Figure 2. 4TF-induced PGCLCs share similar transcriptomes with cytokine- and 3TF-induced PGCLCs.

A. PCA of indicated transcriptomes from 4TF- and cytokine (Ck)-induced PGCLCs, in vivo germ cells at indicated times of gestation, EpiLCs and ESCs. “D” = days of induction. PGCLCs were isolated by flow sorted for diagnostic markers. B. Comparison of differential expression profiles between D6PGCLC (x-axis) and D2/4PGCLC (y-axis) with RRHO2 maps. The extent of overlap transcriptome was represented by each heatmap colored based on -log10(p-value) from a hypergeometric test. Each map shows the extent of overlapped upregulated genes, versus ESCs or EpiLCs, in the bottom left corner, whereas shared downregulated genes are displayed in the top right corners. C. Percentage of concordant genes encompassing both up and down regulated genes compared with D6PGCLCs.

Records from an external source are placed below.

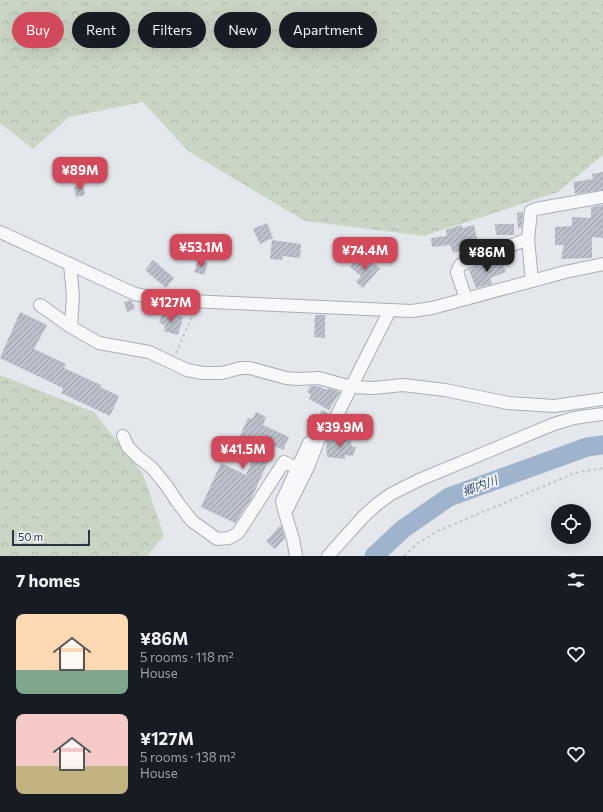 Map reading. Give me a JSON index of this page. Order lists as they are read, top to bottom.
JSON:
{
  "water": ["郷内川"],
  "scale_bar": "50 m",
  "page": {
    "chip": [
      "Buy",
      "Rent",
      "Filters",
      "New",
      "Apartment"
    ],
    "price": [
      "¥89M",
      "¥53.1M",
      "¥74.4M",
      "¥86M",
      "¥127M",
      "¥39.9M",
      "¥41.5M"
    ],
    "scale": "50 m",
    "heading": "7 homes",
    "list": [
      {
        "name": "¥86M",
        "note": "5 rooms · 118 m² · House"
      },
      {
        "name": "¥127M",
        "note": "5 rooms · 138 m² · House"
      }
    ]
  }
} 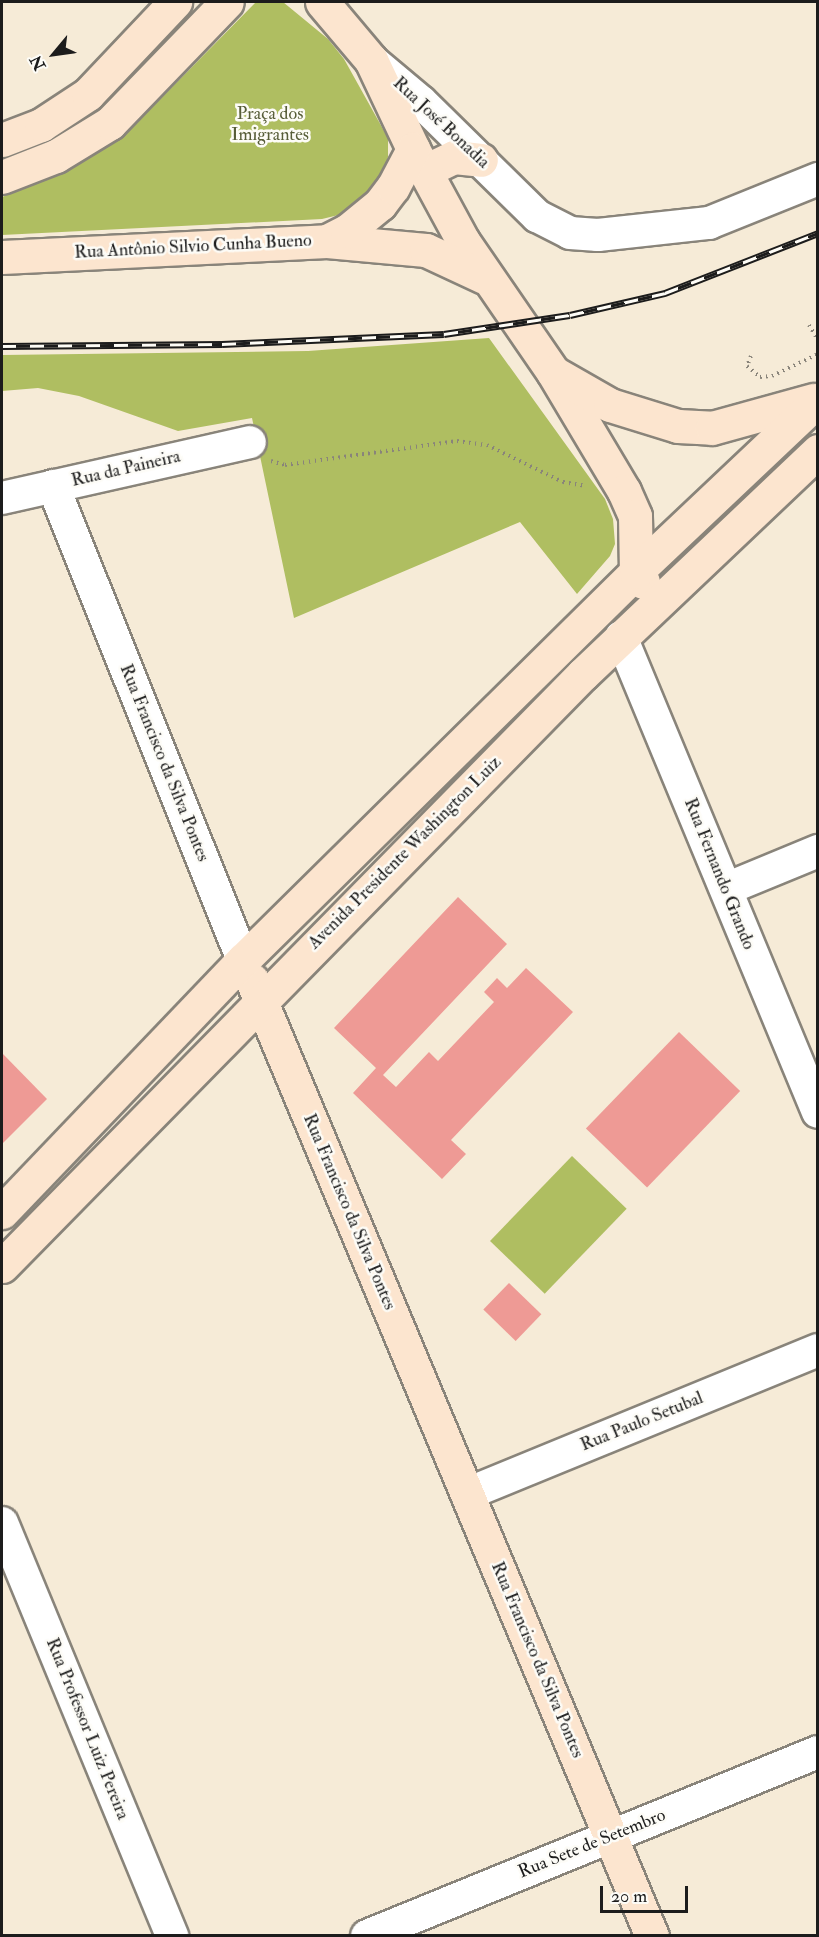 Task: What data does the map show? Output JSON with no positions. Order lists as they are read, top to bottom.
{
  "streets": {
    "main road": [
      "Rua José Bonadia",
      "Rua Antônio Silvio Cunha Bueno",
      "Rua Francisco da Silva Pontes",
      "Avenida Presidente Washington Luiz"
    ],
    "street": [
      "Rua da Paineira",
      "Rua Fernando Grando",
      "Rua Paulo Setubal",
      "Rua Professor Luiz Pereira",
      "Rua Sete de Setembro"
    ]
  },
  "crossings": [
    ["Rua da Paineira", "Rua Francisco da Silva Pontes"],
    ["Rua Francisco da Silva Pontes", "Avenida Presidente Washington Luiz"],
    ["Rua Francisco da Silva Pontes", "Rua Paulo Setubal"],
    ["Rua Francisco da Silva Pontes", "Rua Sete de Setembro"],
    ["Avenida Presidente Washington Luiz", "Rua Fernando Grando"]
  ],
  "parks": ["Praça dos Imigrantes"],
  "scale_bar": "20 m",
  "north": "bottom left"
} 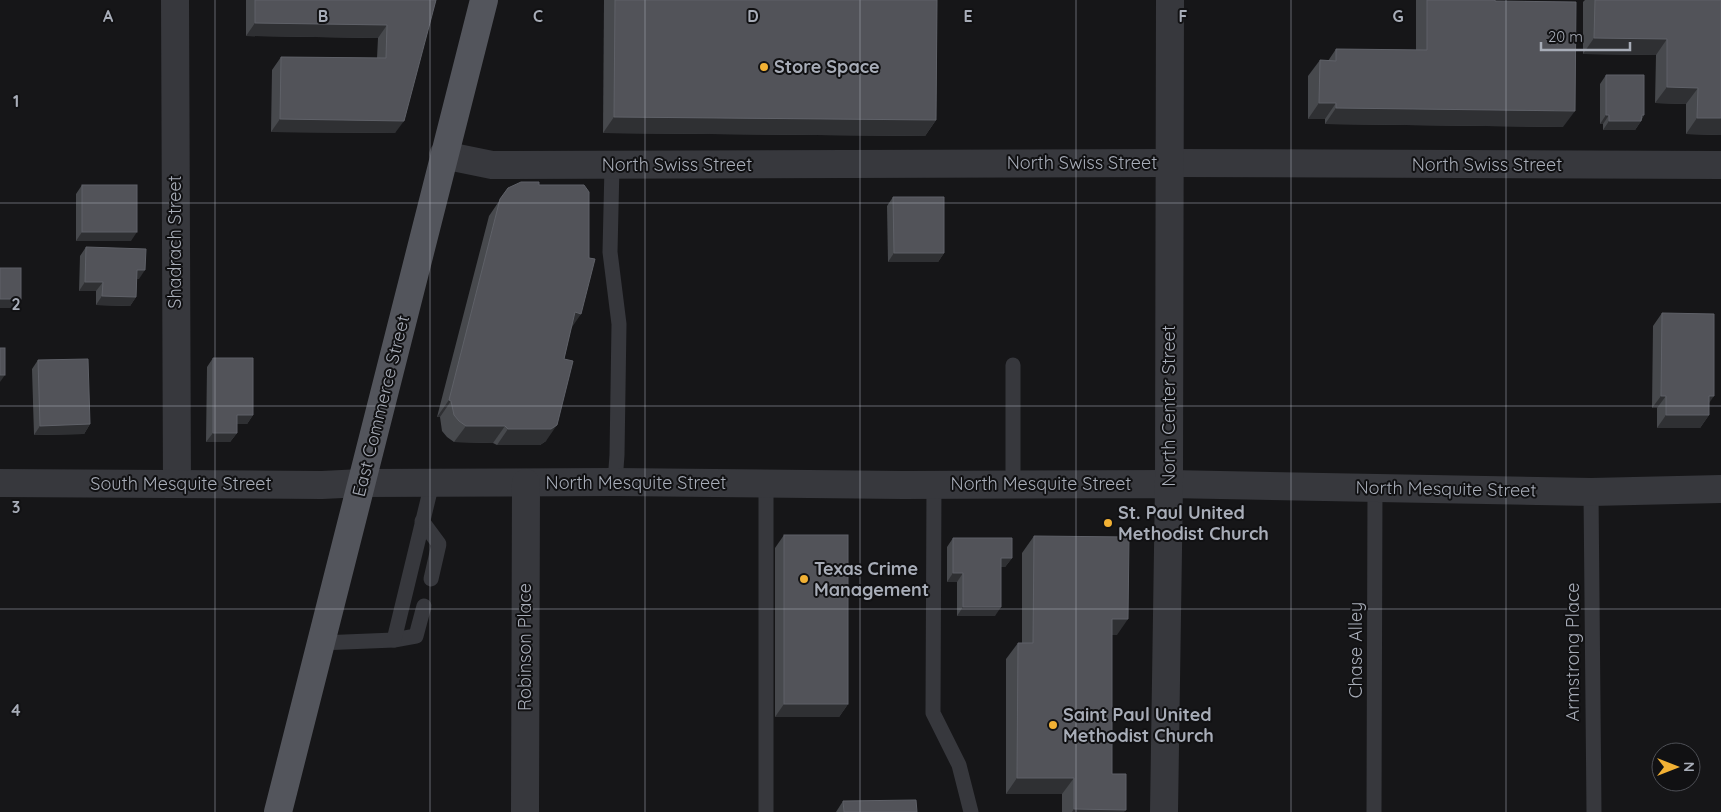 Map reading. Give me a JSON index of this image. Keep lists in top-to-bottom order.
{
  "streets": {
    "main road": ["East Commerce Street"],
    "street": [
      "North Swiss Street",
      "Shadrach Street",
      "North Center Street",
      "North Mesquite Street",
      "South Mesquite Street",
      "Robinson Place"
    ],
    "lane": ["Chase Alley", "Armstrong Place"]
  },
  "crossings": [
    ["North Swiss Street", "East Commerce Street"],
    ["North Swiss Street", "North Center Street"],
    ["Shadrach Street", "South Mesquite Street"],
    ["East Commerce Street", "North Mesquite Street"],
    ["East Commerce Street", "South Mesquite Street"],
    ["North Center Street", "North Mesquite Street"],
    ["North Mesquite Street", "South Mesquite Street"],
    ["North Mesquite Street", "Robinson Place"],
    ["North Mesquite Street", "Chase Alley"],
    ["North Mesquite Street", "Armstrong Place"]
  ],
  "places": [
    "Store Space",
    "St. Paul United Methodist Church",
    "Texas Crime Management",
    "Saint Paul United Methodist Church"
  ],
  "scale_bar": "20 m",
  "north": "right",
  "grid": {
    "columns": [
      "A",
      "B",
      "C",
      "D",
      "E",
      "F",
      "G"
    ],
    "rows": [
      "1",
      "2",
      "3",
      "4"
    ]
  }
}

D. Spearman correlation coefficients between PGCLCs. 4TF_D2/4/6PGCLCs were compared with RNA-seq datasets of Ck_D2/4/6PGCLCs. 3TF_D2/4PGCLCs were compared with microarray datasets of Ck_D2/4/6PGCLCs, generated using the Affymetrix Mouse Genome 430 2.0 Array. Nanog_D4PGCLC was compared with microarray dataset of Ck_D4PGCLC, generated using the Illumina MouseWG-6 v2.0 expression beadchip. N.A., not available. E. GSVA score of Wnt signaling pathways (10 out of the 11 pathways in total were selected, with one specific to the planar cell polarity being excluded) in D2PGCLC between Ck-, 3TF- and 4TF-induced conditions (Ck_D2, 3TF_D2 and 4TF_D2). ESC, EpiLC and PGCLC in each group were used to calculate GSVA score and only the scores of D2PGCLC were displayed. F. Heatmap of selected genes associated with WNT signaling and targets. G. GSVA score of neurodevelopment-related pathways (see Fig. S4C) in D2PGCLC between Ck-, 3TF- and 4TF-induced conditions (Ck_D2, 3TF_D2 and 4TF_D2). H. Heatmap of selected genes associated with neurodevelopment.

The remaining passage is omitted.